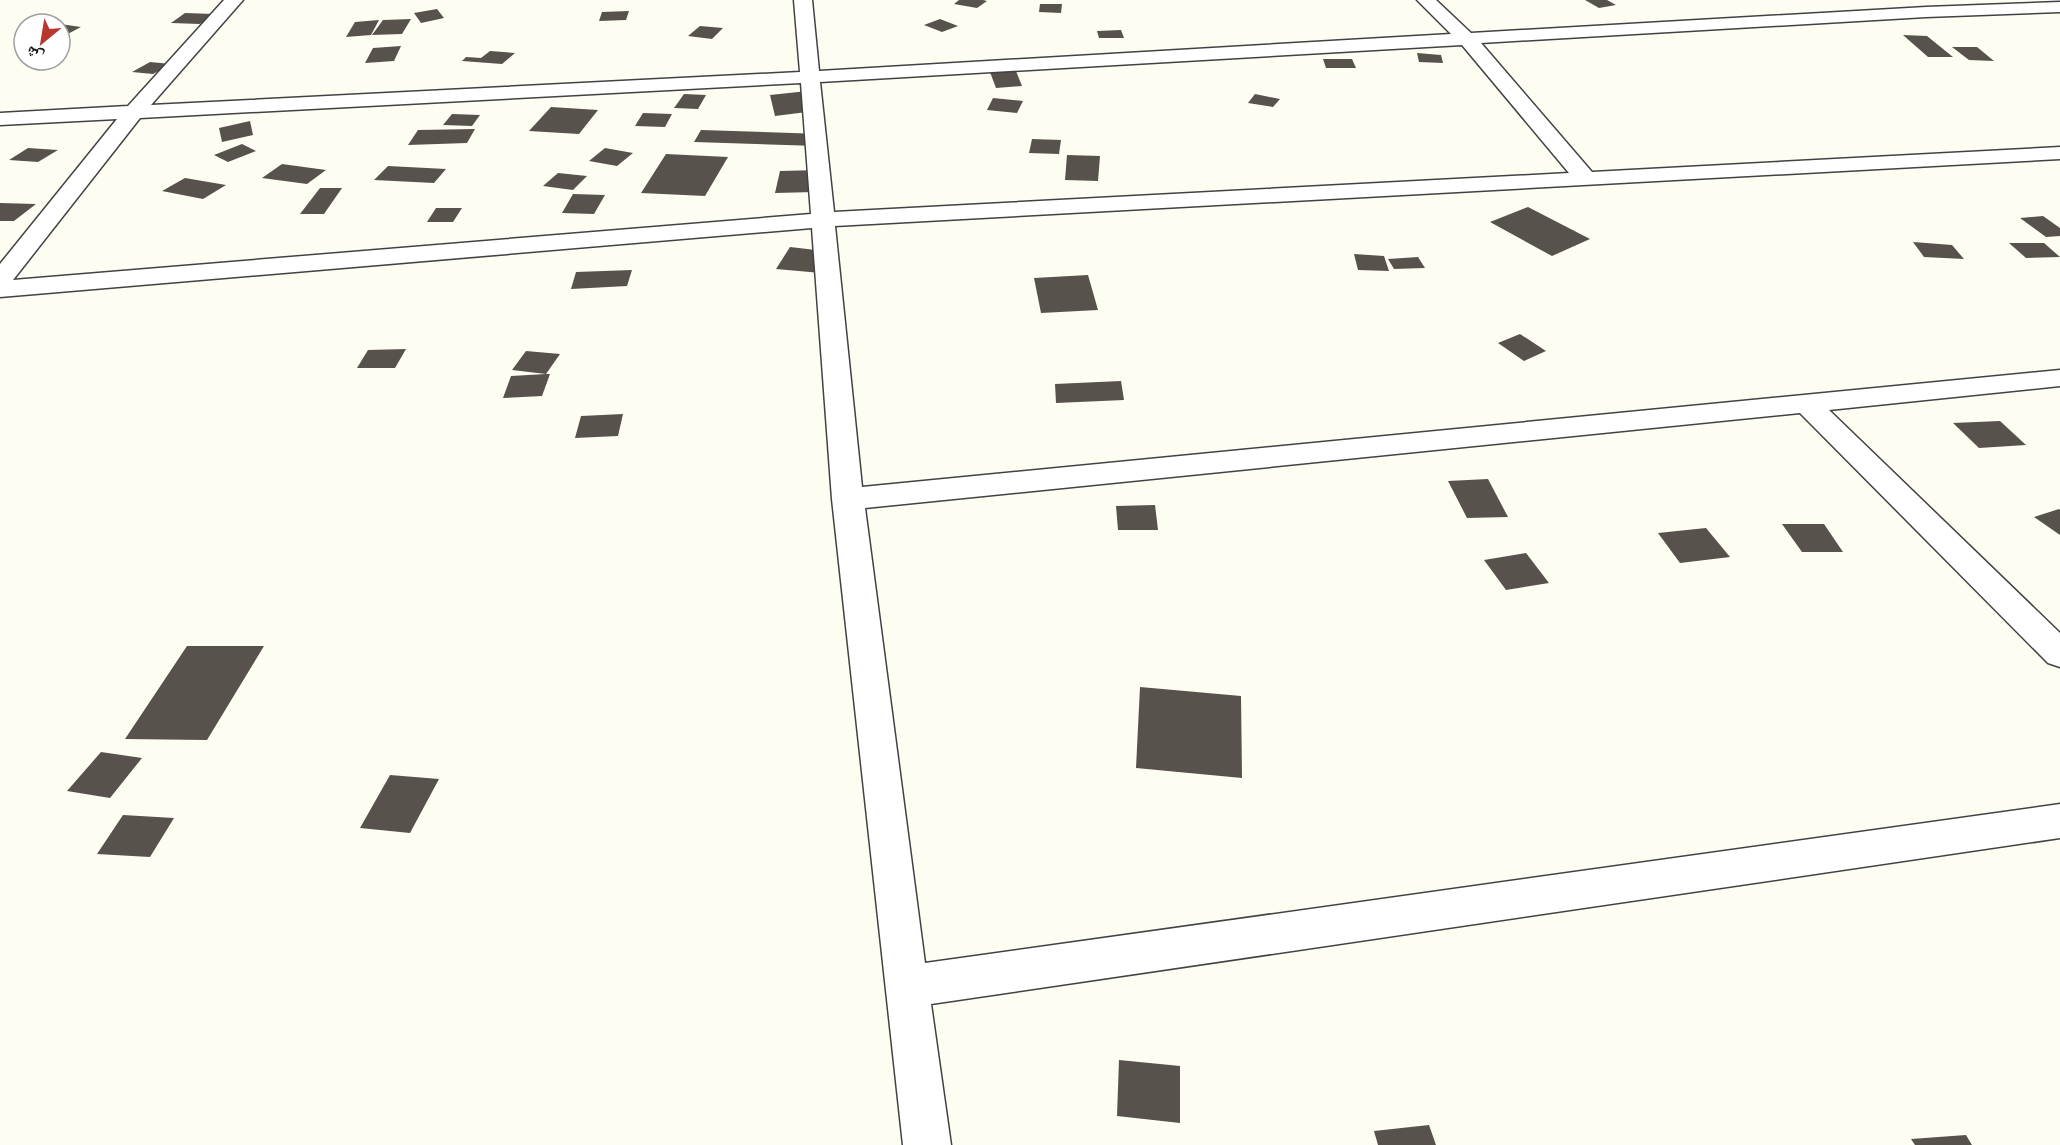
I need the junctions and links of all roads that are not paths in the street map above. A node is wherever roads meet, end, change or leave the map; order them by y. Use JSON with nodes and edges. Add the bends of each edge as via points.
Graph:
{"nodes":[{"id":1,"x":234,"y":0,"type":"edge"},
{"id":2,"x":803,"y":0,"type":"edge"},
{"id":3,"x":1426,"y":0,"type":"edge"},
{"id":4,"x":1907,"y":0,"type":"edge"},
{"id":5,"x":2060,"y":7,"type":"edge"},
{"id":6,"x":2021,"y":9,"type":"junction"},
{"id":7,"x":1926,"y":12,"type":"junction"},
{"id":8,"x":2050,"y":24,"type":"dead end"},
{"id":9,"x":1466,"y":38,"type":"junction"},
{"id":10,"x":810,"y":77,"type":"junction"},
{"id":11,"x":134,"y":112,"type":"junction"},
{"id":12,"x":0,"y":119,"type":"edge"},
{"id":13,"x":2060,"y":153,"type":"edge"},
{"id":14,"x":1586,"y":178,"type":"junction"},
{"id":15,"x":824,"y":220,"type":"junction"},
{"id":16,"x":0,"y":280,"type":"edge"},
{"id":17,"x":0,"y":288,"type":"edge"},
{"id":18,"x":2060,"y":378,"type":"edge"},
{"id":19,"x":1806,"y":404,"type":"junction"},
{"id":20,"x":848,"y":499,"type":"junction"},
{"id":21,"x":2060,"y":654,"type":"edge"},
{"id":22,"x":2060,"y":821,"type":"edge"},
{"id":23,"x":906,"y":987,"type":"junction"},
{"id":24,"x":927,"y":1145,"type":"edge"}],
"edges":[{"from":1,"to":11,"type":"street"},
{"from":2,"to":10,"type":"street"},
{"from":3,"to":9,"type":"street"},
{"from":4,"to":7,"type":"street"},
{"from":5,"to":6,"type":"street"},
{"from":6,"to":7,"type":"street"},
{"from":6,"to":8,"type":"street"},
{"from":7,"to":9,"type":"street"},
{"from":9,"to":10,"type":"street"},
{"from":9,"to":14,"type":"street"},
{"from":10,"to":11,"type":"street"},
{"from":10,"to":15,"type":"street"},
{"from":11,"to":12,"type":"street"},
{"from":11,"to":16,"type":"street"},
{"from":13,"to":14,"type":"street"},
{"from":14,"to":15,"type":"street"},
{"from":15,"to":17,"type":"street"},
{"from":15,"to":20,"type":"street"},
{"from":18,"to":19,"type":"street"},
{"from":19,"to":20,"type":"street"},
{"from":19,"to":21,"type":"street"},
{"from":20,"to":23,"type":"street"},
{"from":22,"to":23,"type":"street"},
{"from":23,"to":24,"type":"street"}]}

------------------------------------------------------------

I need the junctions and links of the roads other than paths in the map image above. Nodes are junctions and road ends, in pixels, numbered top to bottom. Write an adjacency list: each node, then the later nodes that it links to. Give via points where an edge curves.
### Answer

------------------------------------------------------------

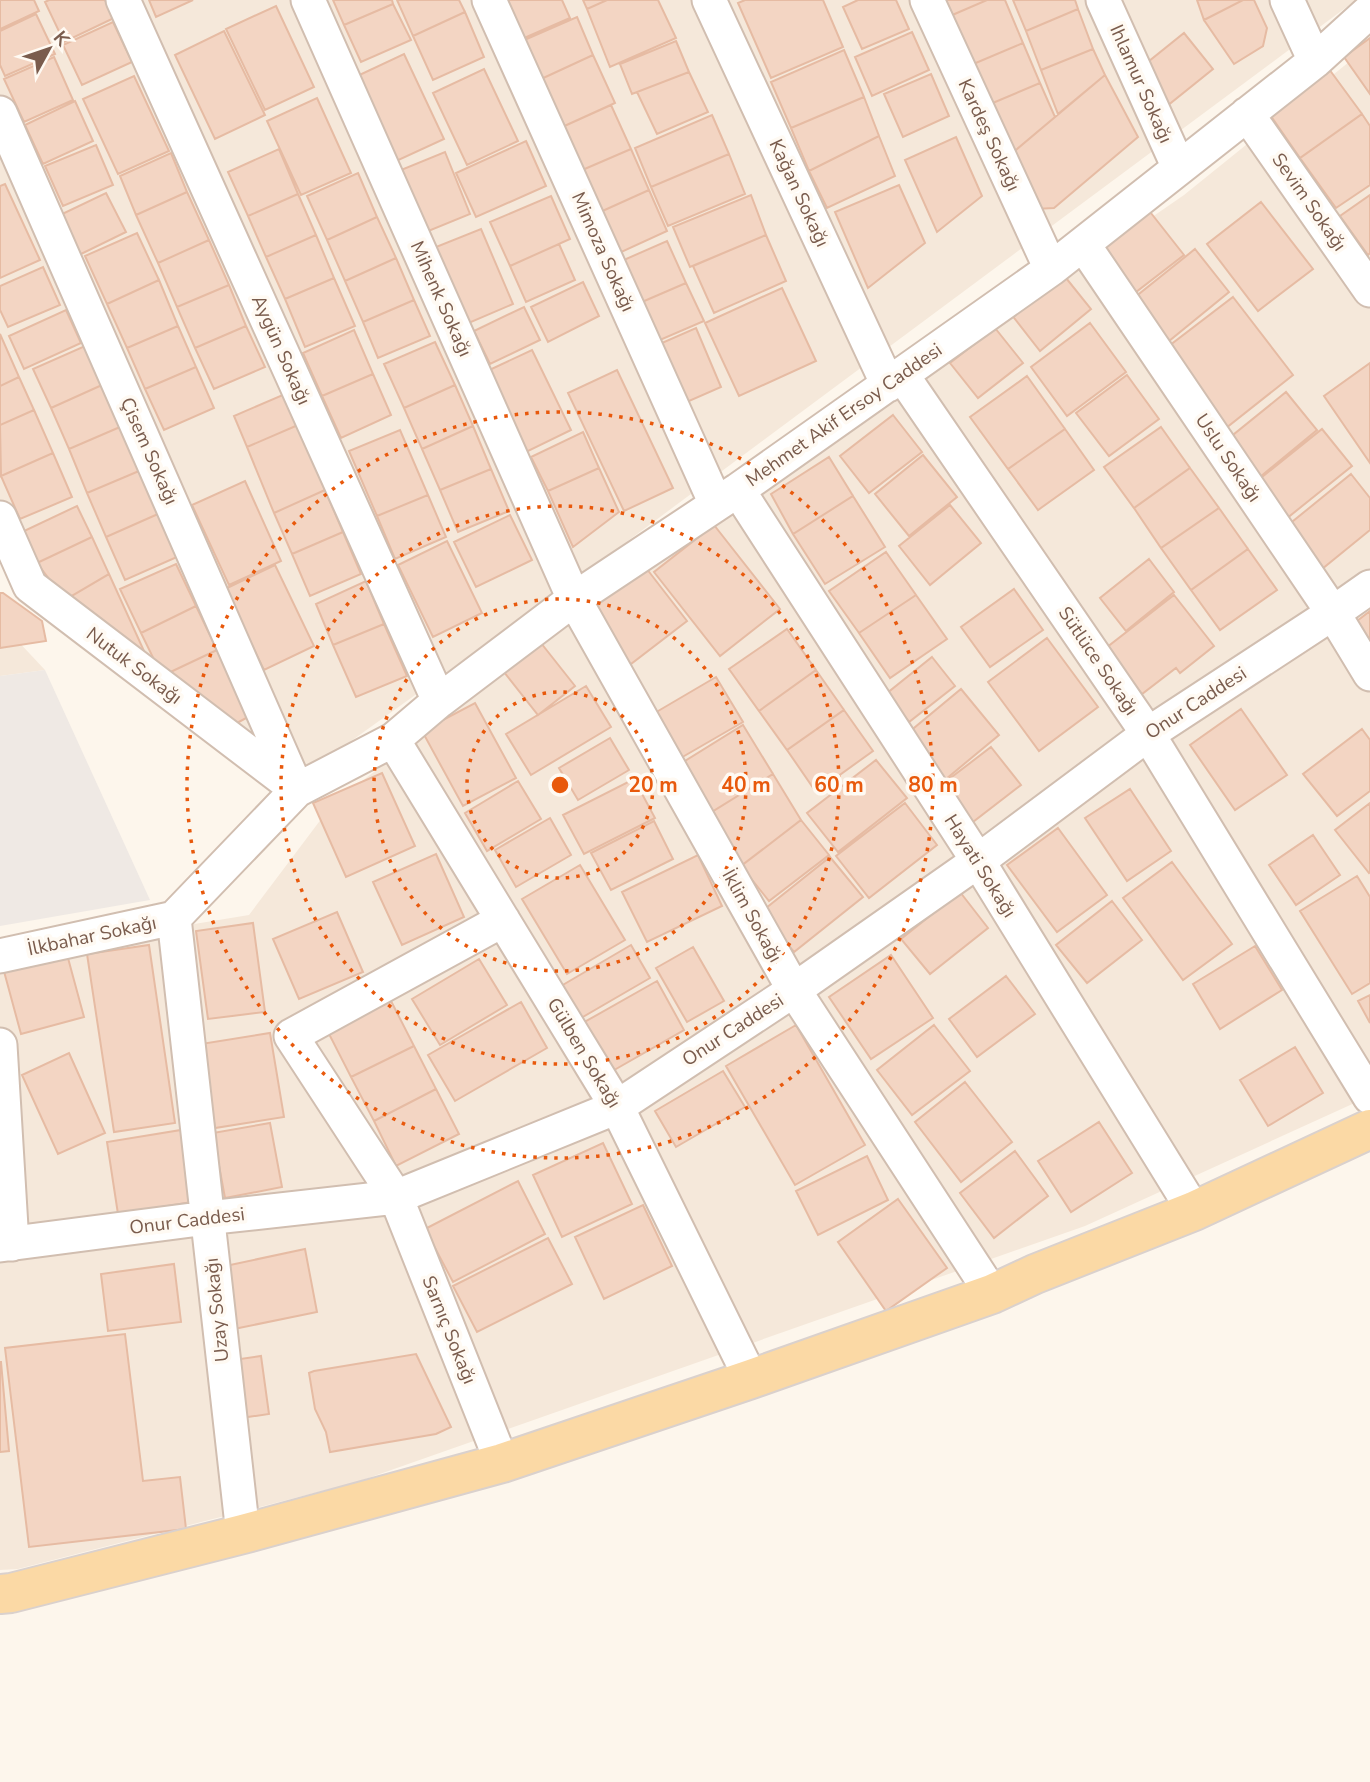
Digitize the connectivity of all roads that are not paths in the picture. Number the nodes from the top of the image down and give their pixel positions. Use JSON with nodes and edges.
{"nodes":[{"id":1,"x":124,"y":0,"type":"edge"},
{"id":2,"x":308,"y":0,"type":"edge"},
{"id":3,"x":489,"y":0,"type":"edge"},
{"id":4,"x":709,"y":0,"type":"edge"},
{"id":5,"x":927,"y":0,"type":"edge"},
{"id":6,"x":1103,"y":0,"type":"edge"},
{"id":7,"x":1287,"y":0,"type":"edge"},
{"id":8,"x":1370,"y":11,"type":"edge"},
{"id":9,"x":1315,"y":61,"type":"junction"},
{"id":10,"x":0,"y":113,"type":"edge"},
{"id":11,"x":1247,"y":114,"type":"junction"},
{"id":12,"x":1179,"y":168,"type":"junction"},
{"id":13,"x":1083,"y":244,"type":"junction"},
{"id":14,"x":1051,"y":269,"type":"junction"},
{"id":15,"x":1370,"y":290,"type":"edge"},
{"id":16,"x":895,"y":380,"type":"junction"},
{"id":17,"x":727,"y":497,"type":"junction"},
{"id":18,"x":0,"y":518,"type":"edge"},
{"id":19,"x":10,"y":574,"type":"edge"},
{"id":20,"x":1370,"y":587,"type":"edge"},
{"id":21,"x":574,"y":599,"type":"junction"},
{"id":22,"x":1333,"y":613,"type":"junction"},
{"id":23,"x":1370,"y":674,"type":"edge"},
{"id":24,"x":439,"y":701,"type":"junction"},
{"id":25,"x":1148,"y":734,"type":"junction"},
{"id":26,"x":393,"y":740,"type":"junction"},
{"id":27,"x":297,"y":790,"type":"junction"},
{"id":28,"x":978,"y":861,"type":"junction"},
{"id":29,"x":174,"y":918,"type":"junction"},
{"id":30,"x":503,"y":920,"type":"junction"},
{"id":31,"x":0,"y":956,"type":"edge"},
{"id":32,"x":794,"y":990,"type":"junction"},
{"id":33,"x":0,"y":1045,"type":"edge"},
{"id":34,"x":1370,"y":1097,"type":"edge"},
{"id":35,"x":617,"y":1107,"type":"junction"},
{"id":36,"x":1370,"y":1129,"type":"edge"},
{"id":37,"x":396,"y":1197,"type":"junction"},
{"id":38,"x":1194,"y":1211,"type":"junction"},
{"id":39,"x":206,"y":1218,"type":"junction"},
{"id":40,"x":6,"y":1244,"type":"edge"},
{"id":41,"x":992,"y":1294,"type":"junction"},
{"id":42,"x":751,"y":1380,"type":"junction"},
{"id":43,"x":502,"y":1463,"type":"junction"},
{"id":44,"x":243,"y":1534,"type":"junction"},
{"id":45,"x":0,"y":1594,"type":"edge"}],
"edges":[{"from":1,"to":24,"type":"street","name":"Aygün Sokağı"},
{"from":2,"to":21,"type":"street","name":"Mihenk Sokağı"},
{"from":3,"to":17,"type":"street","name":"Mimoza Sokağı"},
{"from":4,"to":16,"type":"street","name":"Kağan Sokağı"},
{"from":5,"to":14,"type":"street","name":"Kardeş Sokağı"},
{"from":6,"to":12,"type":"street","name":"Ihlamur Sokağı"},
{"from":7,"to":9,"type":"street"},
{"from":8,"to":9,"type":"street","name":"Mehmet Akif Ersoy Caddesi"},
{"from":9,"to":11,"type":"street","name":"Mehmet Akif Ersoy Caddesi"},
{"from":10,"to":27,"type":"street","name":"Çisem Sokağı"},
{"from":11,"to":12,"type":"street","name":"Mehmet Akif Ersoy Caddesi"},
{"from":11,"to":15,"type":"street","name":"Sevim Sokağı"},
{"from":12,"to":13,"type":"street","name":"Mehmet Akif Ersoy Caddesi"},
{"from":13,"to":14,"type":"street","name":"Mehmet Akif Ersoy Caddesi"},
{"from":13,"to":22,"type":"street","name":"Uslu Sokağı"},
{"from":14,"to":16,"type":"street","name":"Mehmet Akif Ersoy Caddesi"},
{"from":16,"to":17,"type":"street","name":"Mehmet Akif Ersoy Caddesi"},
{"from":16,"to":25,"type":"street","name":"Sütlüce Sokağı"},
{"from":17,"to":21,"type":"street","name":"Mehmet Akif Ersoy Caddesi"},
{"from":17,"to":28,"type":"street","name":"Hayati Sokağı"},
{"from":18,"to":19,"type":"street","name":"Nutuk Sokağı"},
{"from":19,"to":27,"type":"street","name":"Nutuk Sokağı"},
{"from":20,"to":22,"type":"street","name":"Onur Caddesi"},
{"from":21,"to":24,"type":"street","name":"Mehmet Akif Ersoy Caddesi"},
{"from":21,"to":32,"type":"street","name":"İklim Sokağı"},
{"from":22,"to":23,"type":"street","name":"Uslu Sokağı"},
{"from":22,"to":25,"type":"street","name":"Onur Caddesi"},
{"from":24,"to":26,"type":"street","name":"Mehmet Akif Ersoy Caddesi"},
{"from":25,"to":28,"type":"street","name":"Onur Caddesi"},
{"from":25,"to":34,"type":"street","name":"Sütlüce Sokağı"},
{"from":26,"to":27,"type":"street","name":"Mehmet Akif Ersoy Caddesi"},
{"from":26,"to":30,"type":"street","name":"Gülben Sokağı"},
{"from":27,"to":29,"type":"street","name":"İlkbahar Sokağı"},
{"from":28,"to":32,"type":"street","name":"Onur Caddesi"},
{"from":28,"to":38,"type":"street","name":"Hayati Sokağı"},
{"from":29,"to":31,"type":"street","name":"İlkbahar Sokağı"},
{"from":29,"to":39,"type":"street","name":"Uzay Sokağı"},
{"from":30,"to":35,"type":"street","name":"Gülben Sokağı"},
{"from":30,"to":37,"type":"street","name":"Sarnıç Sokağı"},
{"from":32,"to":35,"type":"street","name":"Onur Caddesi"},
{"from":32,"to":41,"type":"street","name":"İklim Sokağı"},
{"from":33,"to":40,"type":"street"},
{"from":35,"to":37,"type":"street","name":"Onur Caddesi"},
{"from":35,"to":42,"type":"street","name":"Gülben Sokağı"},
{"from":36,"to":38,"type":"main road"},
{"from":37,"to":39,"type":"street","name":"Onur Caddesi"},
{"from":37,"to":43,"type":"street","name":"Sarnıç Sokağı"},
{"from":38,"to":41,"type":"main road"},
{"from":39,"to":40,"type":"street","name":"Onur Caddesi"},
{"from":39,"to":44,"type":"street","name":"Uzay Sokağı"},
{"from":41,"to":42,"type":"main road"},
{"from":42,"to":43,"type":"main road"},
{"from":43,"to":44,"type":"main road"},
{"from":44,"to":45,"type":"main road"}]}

------------------------------------------------------------

- TO DO -
Among the lines above, show every one that contains the string "points".

- ANSWER SECTION -
I need the junctions and links of all roads that are not paths in the street map above. A node is wherever roads meet, end, change or leave the map; order them by y. Use JSON with nodes and edges. Add the bends of each edge as via points.
I need the junctions and links of the roads other than paths in the map image above. Nodes are junctions and road ends, in pixels, numbered top to bottom. Write an adjacency list: each node, then the later nodes that it links to. Give via points where an edge curves.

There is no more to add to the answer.